■ **What is expected**
Make a verbatim transcription of the records, without the pictures.

■ **Entries provided**
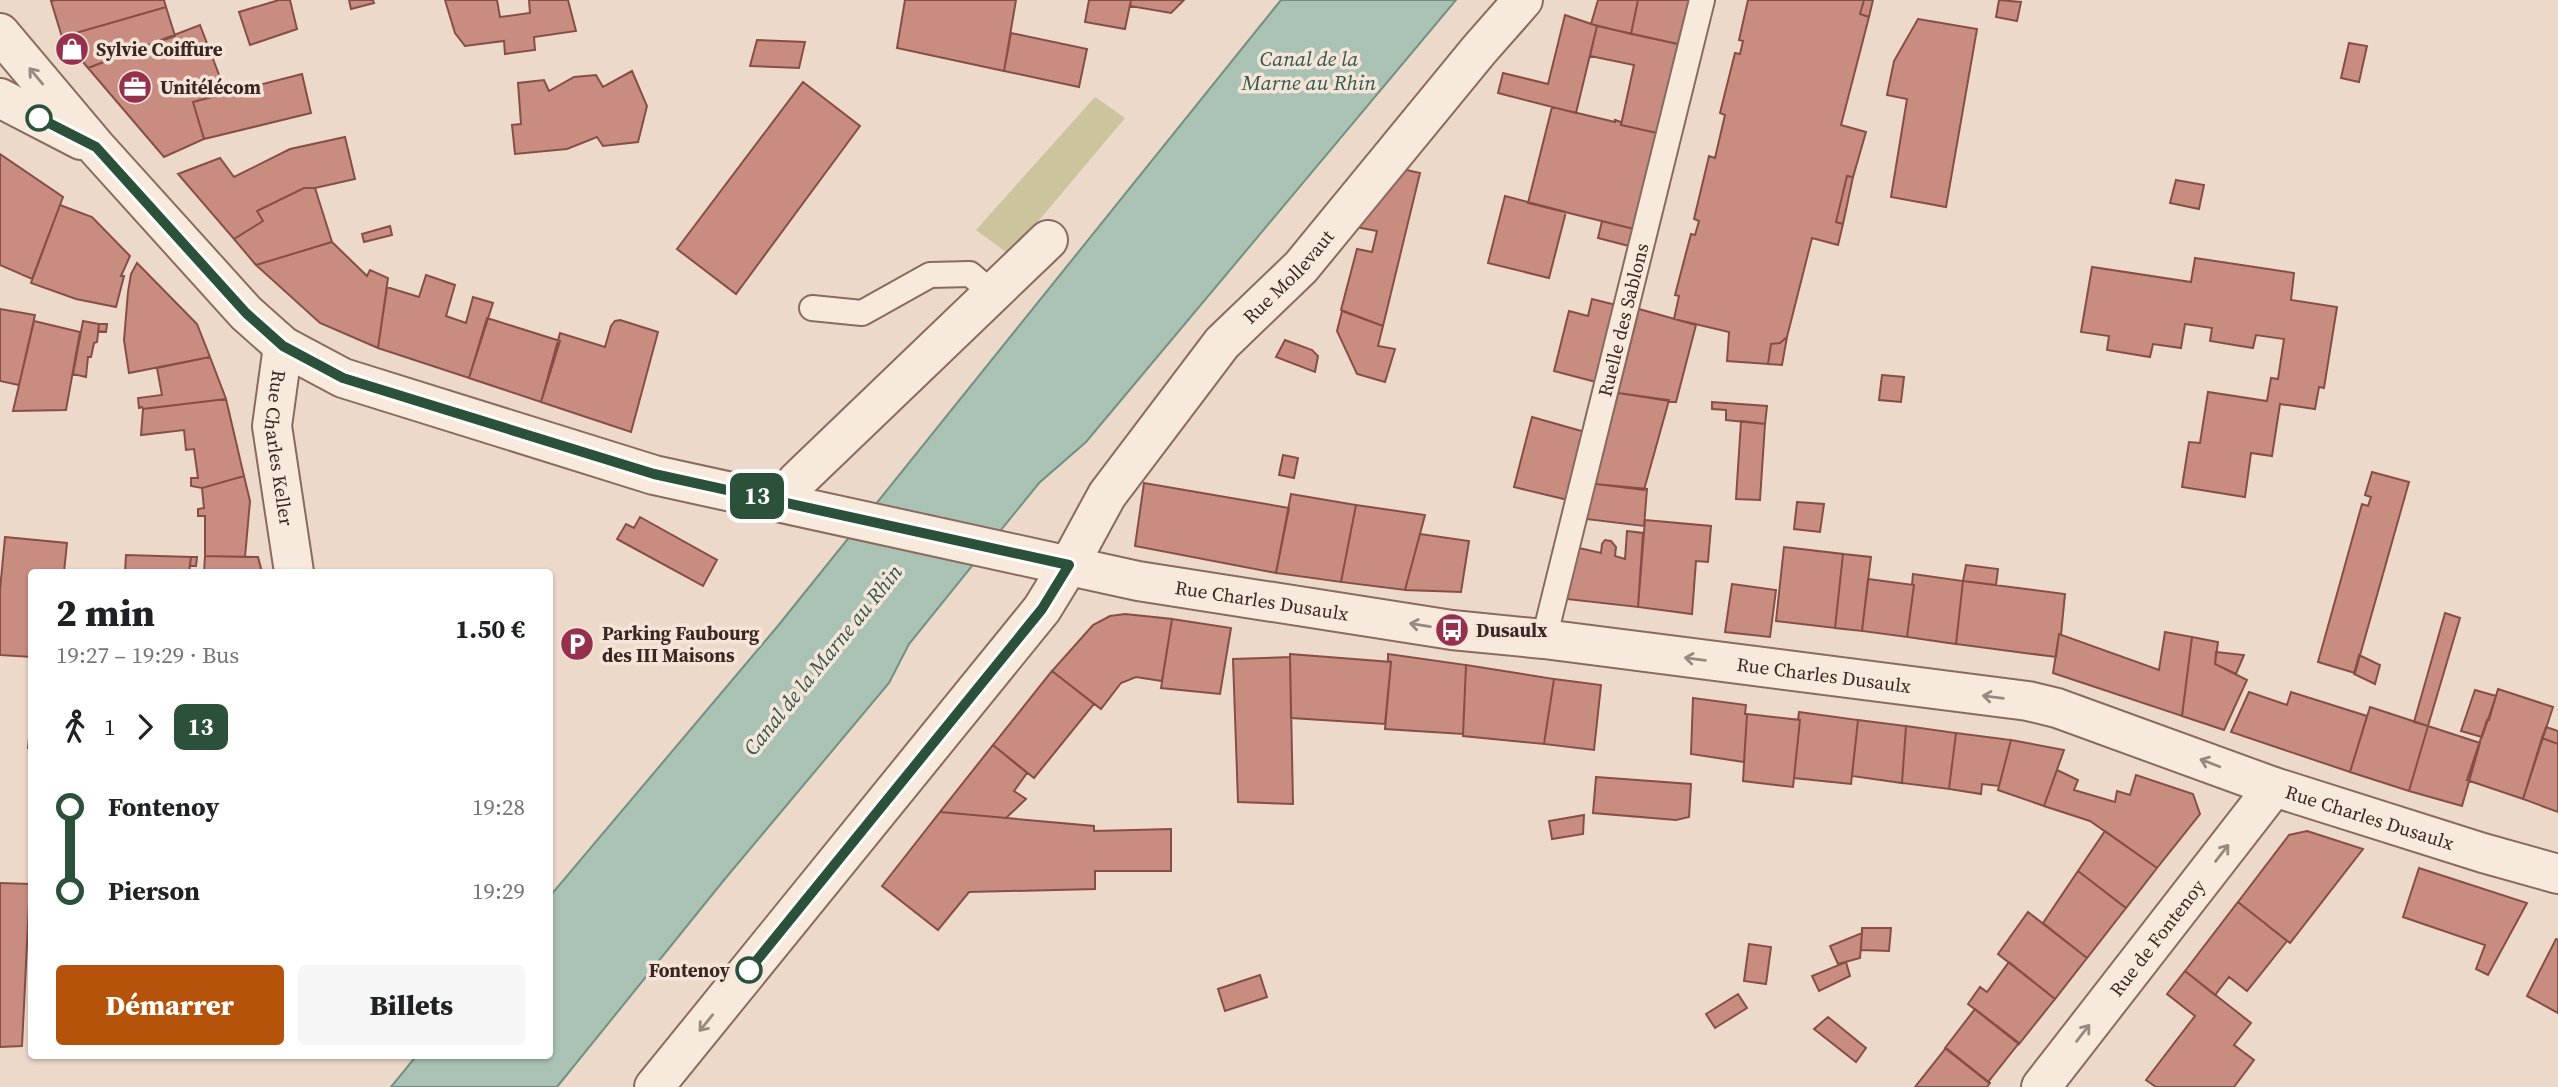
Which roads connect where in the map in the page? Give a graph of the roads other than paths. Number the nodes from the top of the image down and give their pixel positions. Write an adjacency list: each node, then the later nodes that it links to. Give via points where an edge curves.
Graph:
1 (1523, 0): 11 (street, Rue Mollevaut, via 1301,267 1222,343)
2 (1702, 0): 13 (lane, Ruelle des Sablons)
3 (0, 33): 5 (street, Rue Charles Keller, one-way to 3)
4 (0, 98): 5 (street, Rue Charles Keller)
5 (96, 147): 9 (street, Rue Charles Keller, via 246,313)
6 (1048, 240): 7 (street)
7 (992, 293): 8 (lane, via 970,274 930,275 862,313); 10 (street, via 797,481)
8 (812, 308)
9 (283, 346): 10 (street, via 343,378 654,474); 12 (street, Rue Charles Keller, via 272,426)
10 (784, 501): 11 (street)
11 (1053, 561): 13 (street, Rue Charles Dusaulx, one-way to 11, via 1438,628 1138,581); 16 (street, Rue Mollevaut, one-way to 16, via 1042,609)
12 (294, 569)
13 (1544, 639): 14 (street, Rue Charles Dusaulx, one-way to 13, via 2028,701)
14 (2274, 787): 15 (street, Rue Charles Dusaulx); 17 (street, Rue de Fontenoy, one-way to 14)
15 (2558, 874)
16 (654, 1087)
17 (2041, 1087)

■ **Task solution**
Which roads connect where in the map in the page? Give a graph of the roads other than paths. Number the nodes from the top of the image down and give their pixel positions. Write an adjacency list: each node, then the later nodes that it links to. Give via points where an edge curves.
Graph:
1 (1523, 0): 11 (street, Rue Mollevaut, via 1301,267 1222,343)
2 (1702, 0): 13 (lane, Ruelle des Sablons)
3 (0, 33): 5 (street, Rue Charles Keller, one-way to 3)
4 (0, 98): 5 (street, Rue Charles Keller)
5 (96, 147): 9 (street, Rue Charles Keller, via 246,313)
6 (1048, 240): 7 (street)
7 (992, 293): 8 (lane, via 970,274 930,275 862,313); 10 (street, via 797,481)
8 (812, 308)
9 (283, 346): 10 (street, via 343,378 654,474); 12 (street, Rue Charles Keller, via 272,426)
10 (784, 501): 11 (street)
11 (1053, 561): 13 (street, Rue Charles Dusaulx, one-way to 11, via 1438,628 1138,581); 16 (street, Rue Mollevaut, one-way to 16, via 1042,609)
12 (294, 569)
13 (1544, 639): 14 (street, Rue Charles Dusaulx, one-way to 13, via 2028,701)
14 (2274, 787): 15 (street, Rue Charles Dusaulx); 17 (street, Rue de Fontenoy, one-way to 14)
15 (2558, 874)
16 (654, 1087)
17 (2041, 1087)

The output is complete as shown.